Mr Wang’s visit is crucial as it comes during Sri Lanka’s worst financial crisis, with inflation rising to record levels, food prices soaring and foreign exchange reserves running dry. The nation could go bankrupt next year if it does not rebuild currency reserves to import essentials and repay debt obligations of US$29 billion (S$39 billion).

Sri Lanka’s tourism industry, which contributes 10 per cent to the economy, has been in shambles since the 2019 Easter bombing that killed 269 people, including 45 foreigners, followed by pandemic-related travel restrictions. The country has been dipping into its reserves to import fuel, machinery and food.

The Sri Lankan President asked China for help in restructuring debt repayments, and a concessional trade credit scheme for imports.

Sri Lanka owes China more than US$5 billion and last year borrowed an additional US$1 billion.

“Sri Lanka has been in a debt trap, not just borrowing from China and India, but also taking sovereign bonds to get by since 2007. Every five to 10 years, when the bonds mature, the government borrows another one to pay off the previous one,” said senior lecturer Ahilan Kadirgamar at Jaffna University’s department of sociology.

In October last year, the Sri Lankan authorities asked India for a credit of US$500 million for fuel.

Sri Lanka has also done currency swaps with India, China and Bangladesh, and taken loans to purchase petroleum from Oman.

But no country has been more generous than China.

“India is a solid immediate neighbour, the first to respond to any emergency like natural disasters or civil war, but China is the keen business partner Sri Lanka needs, with the capacity and will to invest big,” said Mr George Cooke, founder of Colombo-based think-tank Awarelogue Initiative.

When projects that China has invested in underperform, “Sri Lanka has been driven to agree with Chinese lenders to hand them the management of the same”, said former central bank governor W.A. Wijewardena.

For instance, China was the only country that agreed to finance a port in southern Hambantota, PM Rajapaksa’s home town, even though feasibility studies called it a dud.

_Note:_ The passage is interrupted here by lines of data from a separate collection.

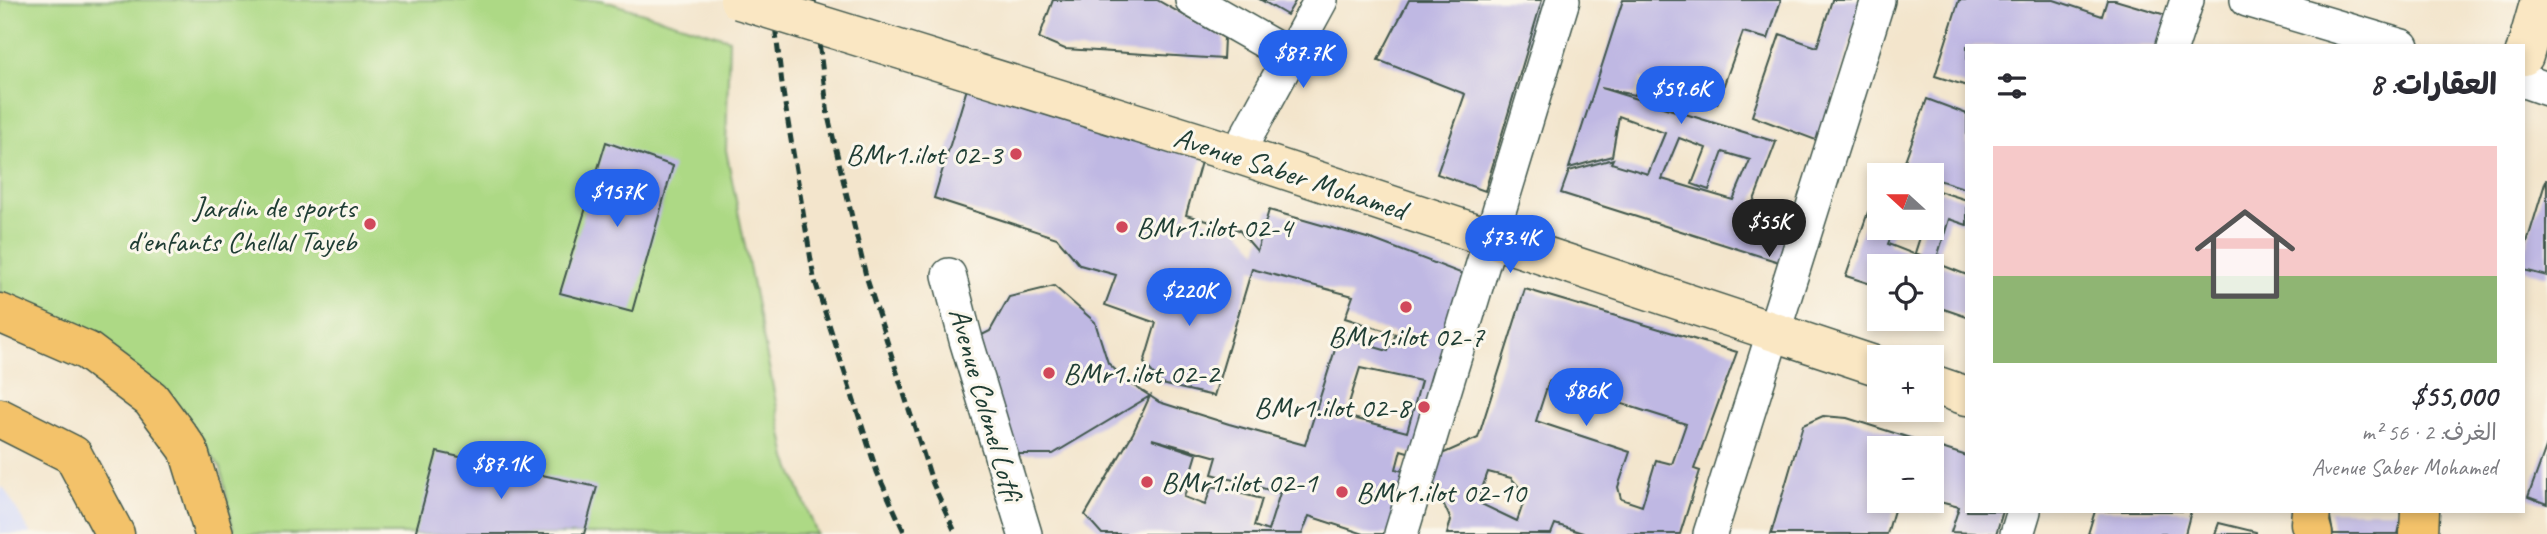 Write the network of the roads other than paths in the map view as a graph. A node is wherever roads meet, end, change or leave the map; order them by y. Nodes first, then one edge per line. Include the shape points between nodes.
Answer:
1 (739, 0) edge
2 (1192, 0) edge
3 (1321, 0) edge
4 (1563, 0) edge
5 (1878, 0) edge
6 (2187, 0) edge
7 (2248, 0) edge
8 (2540, 0) edge
9 (2173, 44) edge
10 (2395, 44) edge
11 (2525, 52) edge
12 (1290, 57) junction
13 (2525, 81) edge
14 (2547, 89) edge
15 (1237, 154) junction
16 (1492, 240) junction
17 (948, 275) dead end
18 (0, 313) edge
19 (1774, 332) junction
20 (1867, 363) edge
21 (1944, 388) edge
22 (1965, 395) edge
23 (0, 418) edge
24 (2023, 513) edge
25 (2311, 513) edge
26 (2420, 513) edge
27 (115, 534) edge
28 (214, 534) edge
29 (1025, 534) edge
30 (1402, 534) edge
31 (1710, 534) edge
32 (2017, 534) edge
33 (2313, 534) edge
34 (2419, 534) edge

1 - 15 street, Avenue Saber Mohamed, bridge
2 - 12 street
3 - 12 street
4 - 16 street
5 - 19 street
6 - 9 street
7 - 10 street
8 - 11 street
12 - 15 street
13 - 14 street
15 - 16 street, Avenue Saber Mohamed
16 - 19 street, Avenue Saber Mohamed
16 - 30 street
17 - 29 street, Avenue Colonel Lotfi
18 - 28 main road via 88,351 151,399 188,449
19 - 20 street, Avenue Saber Mohamed
19 - 31 street
21 - 22 street
23 - 27 main road via 73,455
24 - 32 street
25 - 33 main road
26 - 34 main road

By 2017, the Rajapaksa government faced allegations of kickbacks from Beijing and the port predictably lost money and had to be sold along with 6,070ha of nearby land to a state-owned Chinese firm on a 99-year lease to repay the loan.

Relations between the two countries hit another roadblock last year when Sri Lanka rejected a Chinese shipment of organic fertiliser that local farmers and some experts claimed was contaminated.

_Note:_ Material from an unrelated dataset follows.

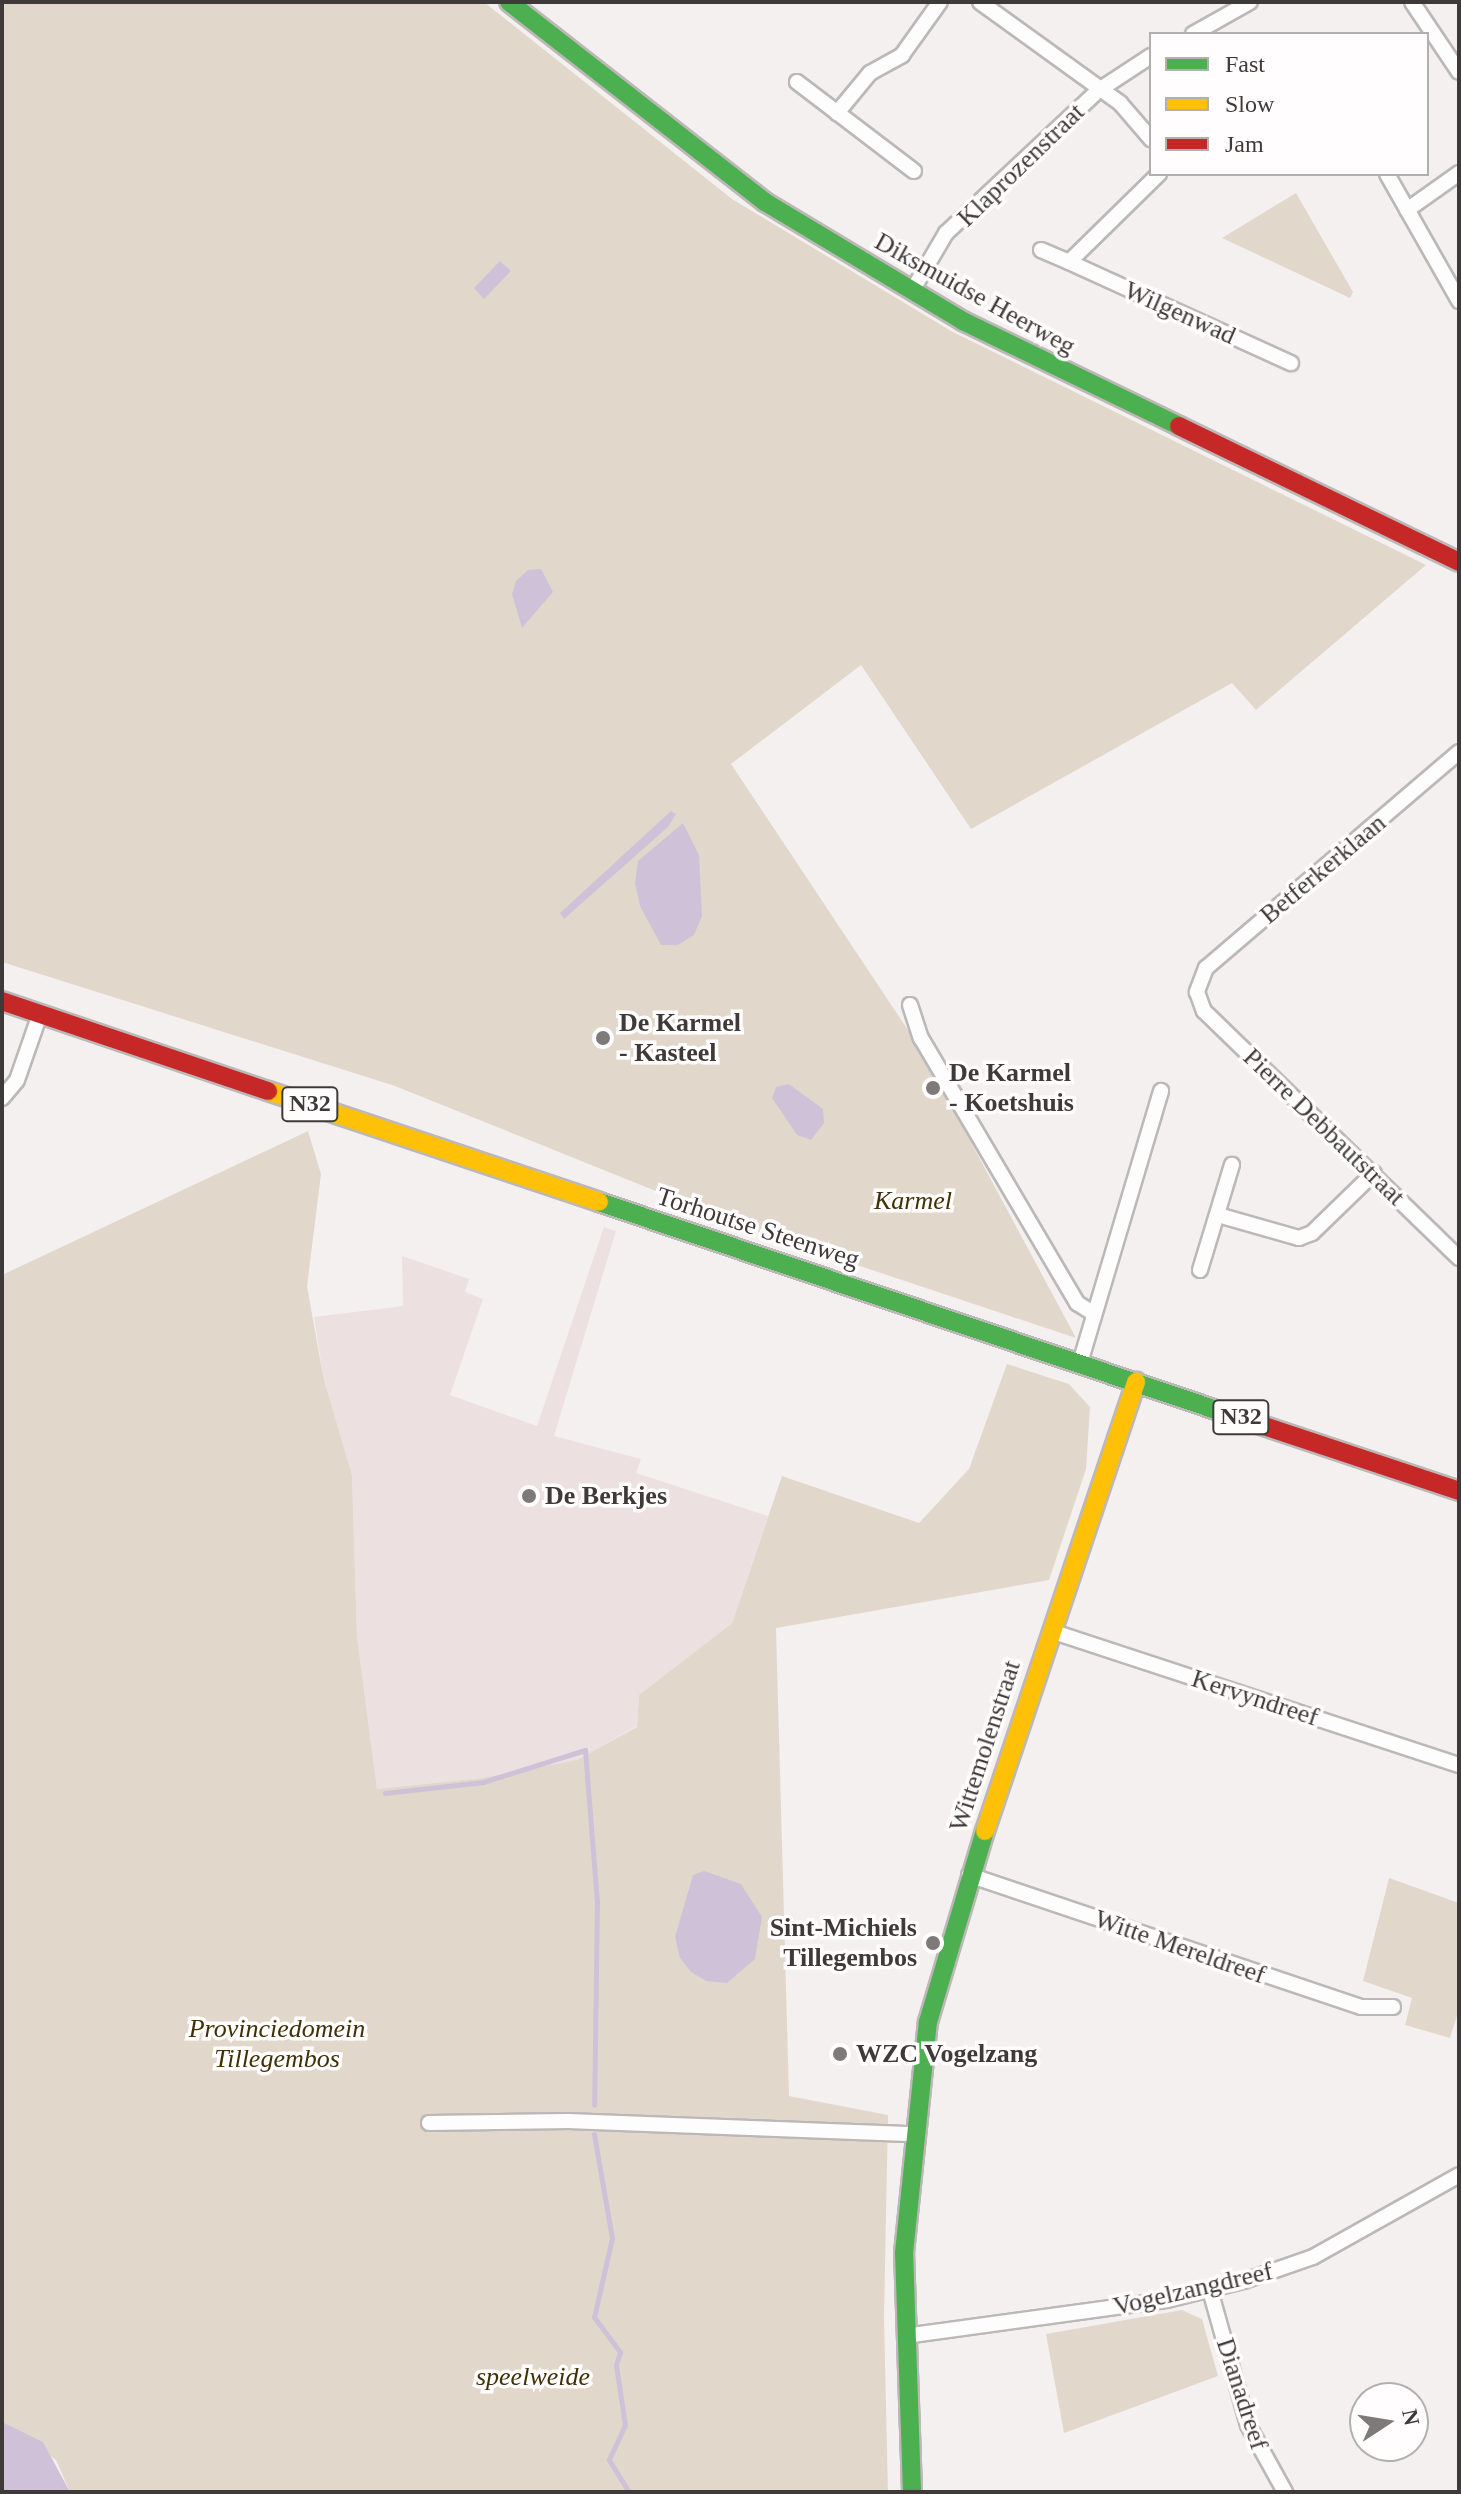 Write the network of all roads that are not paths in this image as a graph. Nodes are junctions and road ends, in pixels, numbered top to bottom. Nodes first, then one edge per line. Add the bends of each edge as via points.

The Sri Lankan commercial high court blocked payment for it and, in turn, China blacklisted the Sri Lankan state bank.

Last Friday, a day before Mr Wang’s visit, Sri Lanka’s People’s Bank released US$6.9 million to the Chinese company.

Sri Lanka has to repay about US$4.5 billion in debt this year starting with a US$500 million International Sovereign Bond (ISB) maturing on Jan 18.

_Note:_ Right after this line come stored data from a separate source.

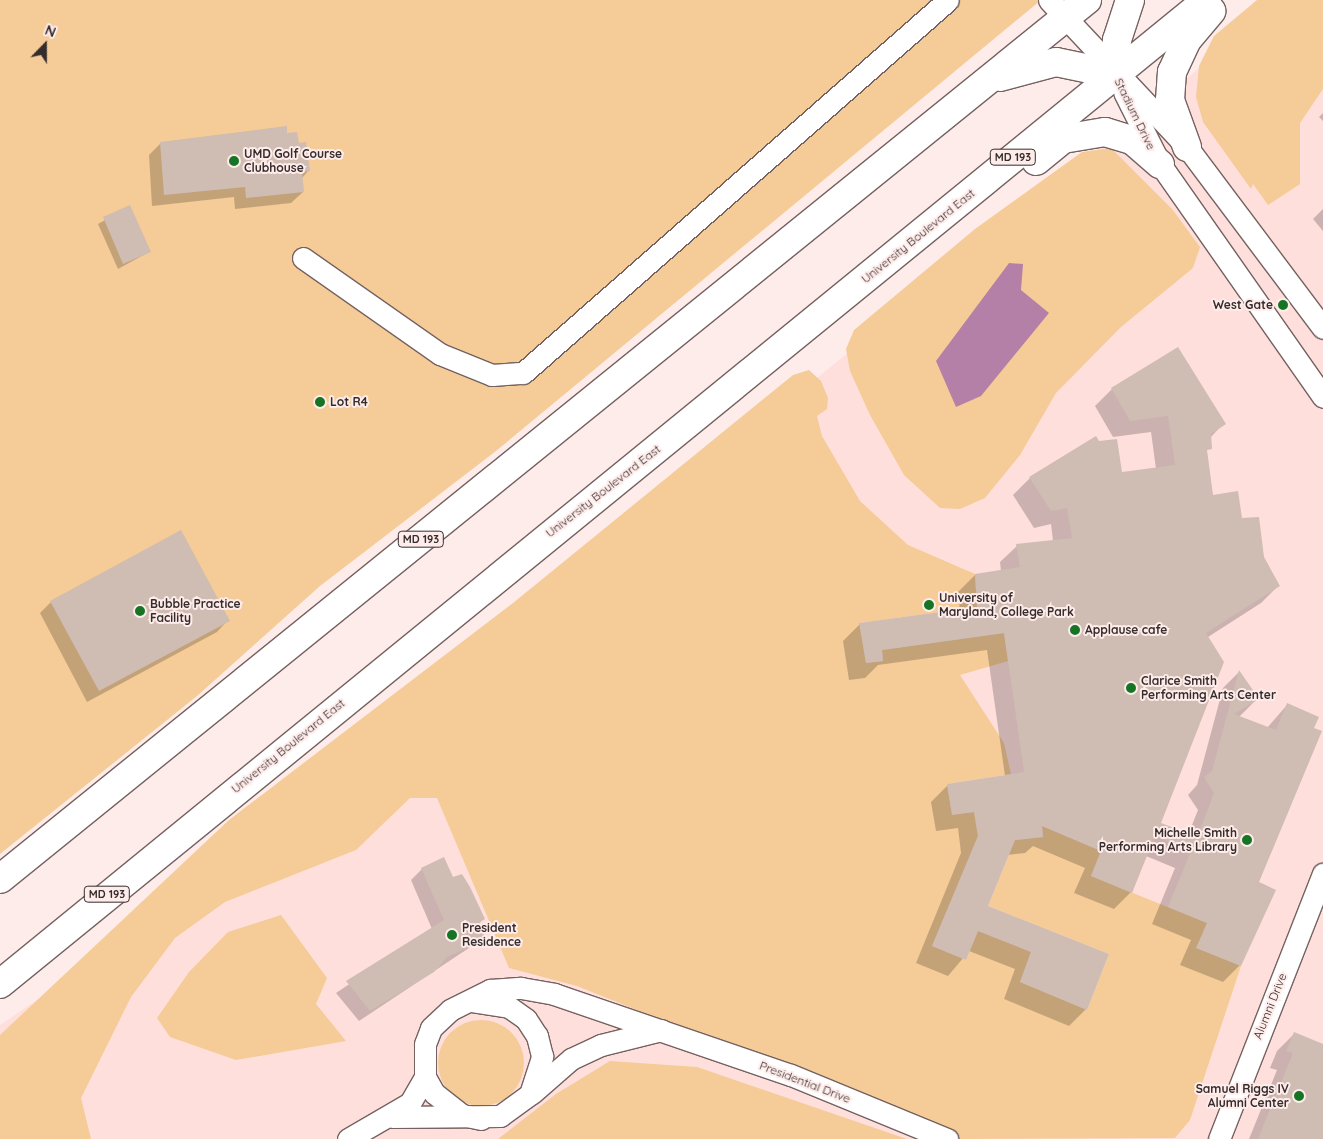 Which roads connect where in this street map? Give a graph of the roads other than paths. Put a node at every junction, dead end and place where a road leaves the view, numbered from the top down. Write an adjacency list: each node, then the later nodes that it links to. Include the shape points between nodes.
1 (948, 0): 12 (street, via 523,373 492,375 440,354)
2 (1087, 0): 6 (main road, MD 193)
3 (1130, 0): 7 (main road, via 1117,40)
4 (1207, 0): 7 (main road, University Boulevard East / MD 193)
5 (1220, 0): 9 (main road, via 1187,40 1172,72 1170,100)
6 (1057, 8): 7 (street); 8 (main road, MD 193)
7 (1114, 74): 8 (main road, via 1046,63 1003,75); 9 (street, Stadium Drive); 10 (street, Stadium Drive); 11 (main road, University Boulevard East / MD 193)
8 (959, 103): 16 (main road, MD 193)
9 (1187, 147): 13 (street, Stadium Drive)
10 (1160, 164): 11 (main road, via 1121,136 1091,133 1063,139 952,228); 14 (street, Stadium Drive)
11 (912, 242): 17 (main road, University Boulevard East / MD 193)
12 (304, 258)
13 (1323, 328)
14 (1323, 397)
15 (1323, 874): 26 (street, Alumni Drive)
16 (0, 879)
17 (3, 983)
18 (469, 1001): 19 (street, Presidential Drive, via 490,990 521,988 554,994); 20 (street, via 450,1010 431,1028 425,1044); 21 (street, via 490,1001 509,1007 533,1030 542,1056)
19 (661, 1030): 21 (street, via 600,1045 572,1059); 25 (street, Presidential Drive, via 791,1074)
20 (426, 1077): 22 (street, via 410,1103); 23 (street, via 446,1106)
21 (530, 1094): 23 (street, via 517,1108)
22 (392, 1117): 23 (street); 24 (street, via 363,1127)
23 (481, 1119)
24 (348, 1139)
25 (947, 1139)
26 (1219, 1139)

A US$1.5 billion yuan swap from China helped the island boost its reserves to US$3.1 billion at the end of December.

Debt repayment to China in 2022 is likely to be smaller than its ISB commitments of US$1.54 billion, at about US$400 million to US$500 million, a Sri Lankan finance ministry source told Reuters.

Sri Lanka's central bank has repeatedly assured all debt repayments will be met and said funds for the January ISB has already been allocated.

Key facts of the crisis

•Sri Lanka's foreign debt rose from 43 per cent of gross domestic product (GDP) in 2019 to 101 per cent last year.

•The country has to repay US$4.5 billion (S$6.1 billion) in debt this year, including maturing sovereign bonds.

•Foreign exchange reserves plummeted last month to a little over US$1 billion, the lowest in a decade.

•Year-on-year inflation crossed 11 per cent in November, a record. Food, fuel and medicine are now unaffordable for many people.

•The Sri Lankan rupee has depreciated by 9 per cent against the US dollar, making imports more expensive.

•Essential items like rice and sugar are now sold by the military at fixed government prices, after President Gotabaya Rajapaksa declared an economic emergency last August.

•Half a million Sri Lankans, or more than 2 per cent of the population, have fallen below the poverty line since the Covid-19 pandemic began.

•More than 200,000 people in the tourism sector, which contributes more than 10 per cent of GDP, have lost their livelihoods.